La demande de mémoire dans les voitures devrait exploser d'ici 2026, selon Micron
Micron Technology prévoit une croissance de plus de 200 % de la mémoire DRAM et NAND moyenne par véhicule d'ici 2026, stimulée par l'IA croissante et l'intégration de systèmes avancés.

Le fabricant de semi-conducteurs américain Micron Technology prévoit une augmentation significative des besoins en puces mémoire pour le secteur automobile d'ici 2026. L'entreprise estime qu'un véhicule moyen utilisera environ 278 gigaoctets (Go) de stockage DRAM et NAND, soit une hausse considérable par rapport aux quelque 90 Go utilisés en 2023. Cela représente une croissance projetée de plus de 208 %.
Cette flambée de la demande est attribuée à la complexité croissante de la technologie embarquée, notamment les systèmes d'infodivertissement avancés, les aides à la conduite (ADAS), les systèmes de sécurité améliorés et l'intégration de fonctionnalités d'intelligence artificielle (IA). Pour des capacités de conduite autonome avancées, comme les niveaux L4, le besoin en mémoire pourrait atteindre jusqu'à 300 Go par véhicule.
La demande accrue de puces mémoire dans les véhicules intervient dans un contexte de pénurie mondiale plus large touchant diverses industries. Le besoin du secteur automobile en ces composants s'intensifie à mesure que les applications d'IA et les centres de données augmentent également leur consommation de ressources mémoire. Cette double demande pourrait entraîner des chaînes d'approvisionnement plus tendues et une pression à la hausse sur les prix des mémoires de qualité automobile.
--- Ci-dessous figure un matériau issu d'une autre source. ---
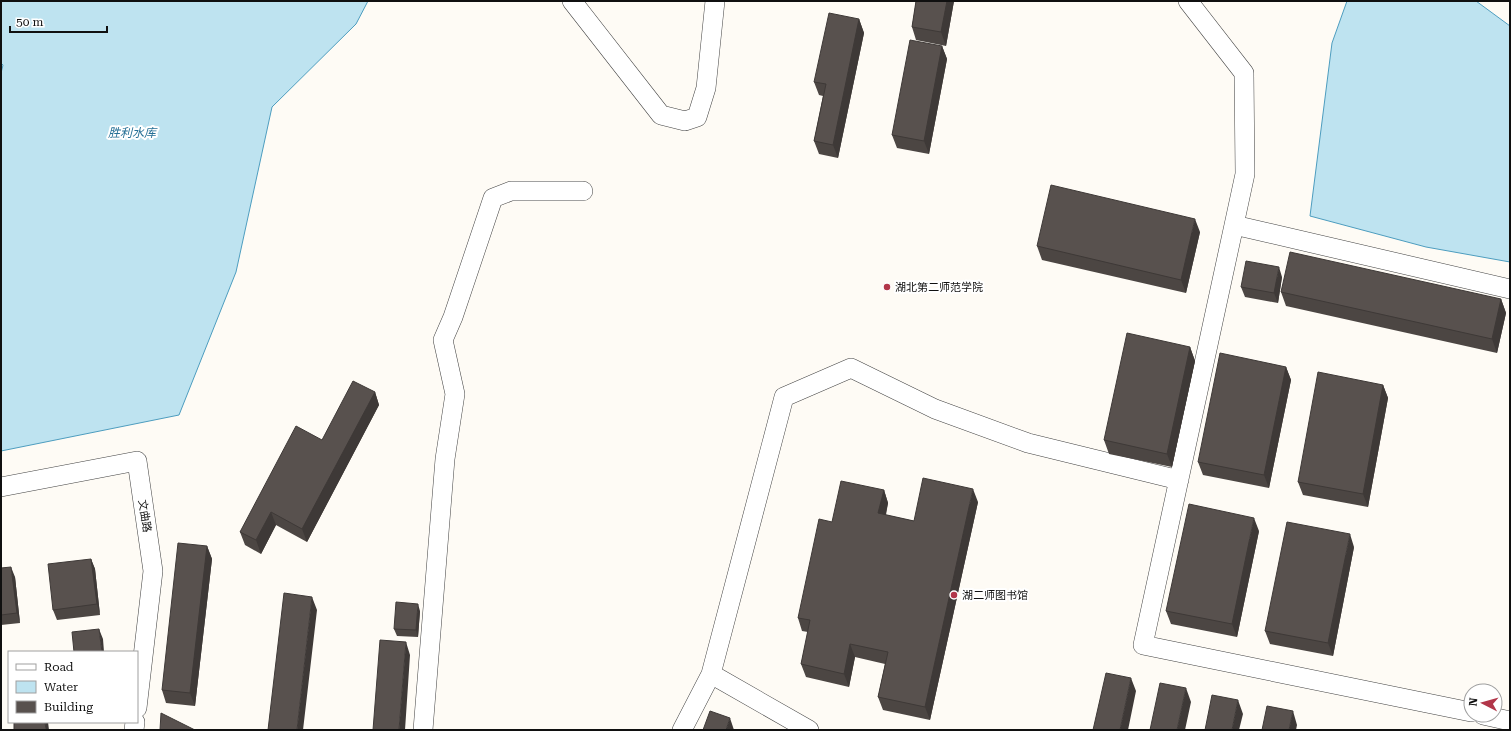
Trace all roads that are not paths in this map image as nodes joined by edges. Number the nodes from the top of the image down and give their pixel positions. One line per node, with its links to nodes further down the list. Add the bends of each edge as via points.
1 (572, 1): 2 (street, via 661,115 685,121 697,117 706,88)
2 (715, 1)
3 (1188, 1): 5 (street, via 1244,73 1245,174)
4 (583, 191): 12 (street, via 511,191 493,198 443,340 455,394 445,459)
5 (1234, 225): 6 (street); 7 (street)
6 (1510, 289)
7 (1179, 480): 9 (street, via 1028,443 935,409 852,368 784,397); 11 (street, via 1143,645)
8 (1, 487): 10 (street, 文曲路, via 137,461 153,571)
9 (711, 674): 13 (street); 14 (street)
10 (138, 699)
11 (1463, 710)
12 (423, 730)
13 (682, 730)
14 (810, 730)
Les analystes du secteur notent que la part de l'IA dans l'utilisation de la DRAM devrait augmenter considérablement. Bien que les applications automobiles représentent actuellement une plus petite partie de la consommation globale de mémoire, la forte croissance de la demande en IA et en centres de données pourrait potentiellement mettre à rude épreuve la capacité de production des puces mémoire automobiles, exacerbant ainsi les préoccupations d'approvisionnement et les augmentations de coûts.